Task item:
Out of all the lines below, count those with the word "setLineDash". Give the number only.
-----
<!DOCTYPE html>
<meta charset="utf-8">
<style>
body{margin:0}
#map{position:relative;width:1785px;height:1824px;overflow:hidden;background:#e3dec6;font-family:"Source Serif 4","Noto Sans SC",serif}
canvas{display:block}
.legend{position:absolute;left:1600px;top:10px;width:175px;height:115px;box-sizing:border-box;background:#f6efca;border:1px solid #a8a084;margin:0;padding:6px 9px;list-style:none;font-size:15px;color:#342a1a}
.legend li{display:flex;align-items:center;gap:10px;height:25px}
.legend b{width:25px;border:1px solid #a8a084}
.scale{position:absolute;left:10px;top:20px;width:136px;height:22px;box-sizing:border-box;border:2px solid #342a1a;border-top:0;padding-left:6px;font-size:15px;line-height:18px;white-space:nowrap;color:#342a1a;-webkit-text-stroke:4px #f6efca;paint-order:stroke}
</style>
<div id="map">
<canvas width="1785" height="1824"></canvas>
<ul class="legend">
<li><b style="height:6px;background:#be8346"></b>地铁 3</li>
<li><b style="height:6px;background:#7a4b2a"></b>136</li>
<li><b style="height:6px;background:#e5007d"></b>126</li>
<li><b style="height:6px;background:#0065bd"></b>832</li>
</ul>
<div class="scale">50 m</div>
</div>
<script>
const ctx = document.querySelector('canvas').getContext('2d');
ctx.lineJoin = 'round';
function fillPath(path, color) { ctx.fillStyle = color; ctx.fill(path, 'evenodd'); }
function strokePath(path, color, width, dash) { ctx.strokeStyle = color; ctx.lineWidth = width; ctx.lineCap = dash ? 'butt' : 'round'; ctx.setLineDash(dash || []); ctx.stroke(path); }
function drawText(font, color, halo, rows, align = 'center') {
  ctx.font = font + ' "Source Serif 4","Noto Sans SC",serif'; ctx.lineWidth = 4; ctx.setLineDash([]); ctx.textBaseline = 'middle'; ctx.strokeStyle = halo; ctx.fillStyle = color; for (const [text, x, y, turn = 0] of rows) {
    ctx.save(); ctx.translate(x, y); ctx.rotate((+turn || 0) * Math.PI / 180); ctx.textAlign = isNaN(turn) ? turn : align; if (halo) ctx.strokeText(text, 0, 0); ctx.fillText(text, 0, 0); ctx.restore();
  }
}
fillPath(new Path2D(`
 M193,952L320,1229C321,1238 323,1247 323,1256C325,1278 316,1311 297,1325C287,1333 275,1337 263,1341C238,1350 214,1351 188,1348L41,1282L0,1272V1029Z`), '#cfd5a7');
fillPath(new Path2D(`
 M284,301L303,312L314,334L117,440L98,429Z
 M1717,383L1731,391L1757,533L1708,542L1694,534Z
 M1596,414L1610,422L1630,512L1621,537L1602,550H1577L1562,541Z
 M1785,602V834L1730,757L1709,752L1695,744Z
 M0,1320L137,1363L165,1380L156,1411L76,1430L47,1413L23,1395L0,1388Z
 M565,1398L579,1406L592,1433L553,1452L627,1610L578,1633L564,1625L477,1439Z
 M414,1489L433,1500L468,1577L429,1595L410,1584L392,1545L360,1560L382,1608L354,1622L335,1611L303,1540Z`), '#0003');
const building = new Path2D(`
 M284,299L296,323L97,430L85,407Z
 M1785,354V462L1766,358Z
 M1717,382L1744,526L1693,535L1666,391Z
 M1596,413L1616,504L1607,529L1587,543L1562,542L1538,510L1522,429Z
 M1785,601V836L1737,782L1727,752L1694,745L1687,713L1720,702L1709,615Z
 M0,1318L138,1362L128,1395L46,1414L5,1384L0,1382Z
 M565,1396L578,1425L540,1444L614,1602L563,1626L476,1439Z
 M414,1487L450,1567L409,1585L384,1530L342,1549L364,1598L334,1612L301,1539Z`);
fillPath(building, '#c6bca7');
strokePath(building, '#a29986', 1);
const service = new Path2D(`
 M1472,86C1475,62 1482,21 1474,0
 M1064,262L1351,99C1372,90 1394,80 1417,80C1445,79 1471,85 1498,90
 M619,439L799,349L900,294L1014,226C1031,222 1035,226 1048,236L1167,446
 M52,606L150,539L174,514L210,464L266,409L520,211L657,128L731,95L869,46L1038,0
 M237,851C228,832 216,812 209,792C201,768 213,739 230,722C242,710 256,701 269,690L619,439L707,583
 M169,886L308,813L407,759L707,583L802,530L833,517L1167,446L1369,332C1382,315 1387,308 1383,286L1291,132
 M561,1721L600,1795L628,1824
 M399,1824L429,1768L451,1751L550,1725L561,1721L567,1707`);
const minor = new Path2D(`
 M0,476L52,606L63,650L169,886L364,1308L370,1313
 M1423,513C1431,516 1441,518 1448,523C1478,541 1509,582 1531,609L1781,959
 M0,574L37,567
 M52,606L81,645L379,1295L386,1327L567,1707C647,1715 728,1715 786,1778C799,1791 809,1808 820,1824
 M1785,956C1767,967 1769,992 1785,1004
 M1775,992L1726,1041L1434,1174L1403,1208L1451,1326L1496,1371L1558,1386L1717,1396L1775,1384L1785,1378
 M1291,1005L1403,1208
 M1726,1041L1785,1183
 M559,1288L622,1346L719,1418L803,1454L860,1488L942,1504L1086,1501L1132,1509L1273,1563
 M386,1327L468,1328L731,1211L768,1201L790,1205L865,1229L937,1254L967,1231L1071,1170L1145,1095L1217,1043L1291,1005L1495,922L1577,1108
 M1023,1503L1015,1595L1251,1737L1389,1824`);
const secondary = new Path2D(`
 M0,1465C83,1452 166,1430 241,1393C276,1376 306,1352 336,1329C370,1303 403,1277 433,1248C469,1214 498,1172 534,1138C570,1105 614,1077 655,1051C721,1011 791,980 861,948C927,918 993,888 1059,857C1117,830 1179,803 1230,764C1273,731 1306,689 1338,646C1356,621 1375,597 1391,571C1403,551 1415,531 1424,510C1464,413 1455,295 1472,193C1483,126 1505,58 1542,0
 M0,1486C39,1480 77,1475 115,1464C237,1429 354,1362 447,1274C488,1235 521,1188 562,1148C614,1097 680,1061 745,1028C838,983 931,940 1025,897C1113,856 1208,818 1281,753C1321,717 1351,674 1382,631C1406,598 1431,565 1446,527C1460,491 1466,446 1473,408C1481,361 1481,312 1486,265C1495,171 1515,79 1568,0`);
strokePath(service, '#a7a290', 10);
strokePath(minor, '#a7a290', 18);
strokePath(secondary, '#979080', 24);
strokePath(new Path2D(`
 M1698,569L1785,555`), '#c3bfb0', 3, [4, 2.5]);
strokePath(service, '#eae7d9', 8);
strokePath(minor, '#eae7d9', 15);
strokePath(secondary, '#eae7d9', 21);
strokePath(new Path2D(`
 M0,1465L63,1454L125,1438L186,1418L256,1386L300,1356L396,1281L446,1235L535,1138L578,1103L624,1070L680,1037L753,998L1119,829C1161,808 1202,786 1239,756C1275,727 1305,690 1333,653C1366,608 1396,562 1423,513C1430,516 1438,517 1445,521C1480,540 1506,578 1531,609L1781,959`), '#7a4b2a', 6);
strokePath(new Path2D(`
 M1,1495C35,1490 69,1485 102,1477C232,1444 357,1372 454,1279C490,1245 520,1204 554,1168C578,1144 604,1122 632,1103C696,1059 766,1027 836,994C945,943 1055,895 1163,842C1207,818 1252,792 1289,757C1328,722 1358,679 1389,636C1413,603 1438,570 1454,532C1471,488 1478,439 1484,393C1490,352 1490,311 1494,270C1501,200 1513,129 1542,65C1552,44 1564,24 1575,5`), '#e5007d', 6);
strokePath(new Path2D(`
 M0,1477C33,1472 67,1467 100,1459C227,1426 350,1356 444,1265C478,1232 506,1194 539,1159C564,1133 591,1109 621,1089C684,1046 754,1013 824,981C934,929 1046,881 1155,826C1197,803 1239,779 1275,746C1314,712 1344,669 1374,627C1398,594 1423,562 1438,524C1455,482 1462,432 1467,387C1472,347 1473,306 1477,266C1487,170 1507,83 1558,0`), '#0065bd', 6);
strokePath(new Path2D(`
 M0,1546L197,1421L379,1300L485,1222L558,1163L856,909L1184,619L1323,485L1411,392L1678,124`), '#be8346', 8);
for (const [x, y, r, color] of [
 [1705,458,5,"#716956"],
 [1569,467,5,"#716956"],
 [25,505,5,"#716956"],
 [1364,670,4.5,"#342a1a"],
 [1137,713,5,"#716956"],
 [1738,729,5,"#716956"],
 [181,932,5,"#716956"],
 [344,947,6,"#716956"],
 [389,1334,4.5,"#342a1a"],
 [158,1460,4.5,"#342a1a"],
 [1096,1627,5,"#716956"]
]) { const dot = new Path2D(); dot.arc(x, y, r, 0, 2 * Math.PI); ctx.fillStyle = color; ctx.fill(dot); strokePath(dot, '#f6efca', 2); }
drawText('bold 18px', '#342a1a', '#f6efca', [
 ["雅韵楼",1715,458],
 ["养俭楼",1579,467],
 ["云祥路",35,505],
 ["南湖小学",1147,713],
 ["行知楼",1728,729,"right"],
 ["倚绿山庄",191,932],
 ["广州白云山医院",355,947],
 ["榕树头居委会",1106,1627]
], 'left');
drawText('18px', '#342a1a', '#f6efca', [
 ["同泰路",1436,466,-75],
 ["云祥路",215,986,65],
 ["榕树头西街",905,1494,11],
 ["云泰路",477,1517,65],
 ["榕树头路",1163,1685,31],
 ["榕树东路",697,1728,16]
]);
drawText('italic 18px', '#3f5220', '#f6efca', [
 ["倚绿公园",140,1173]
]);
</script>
-----
Response for this exercise:
2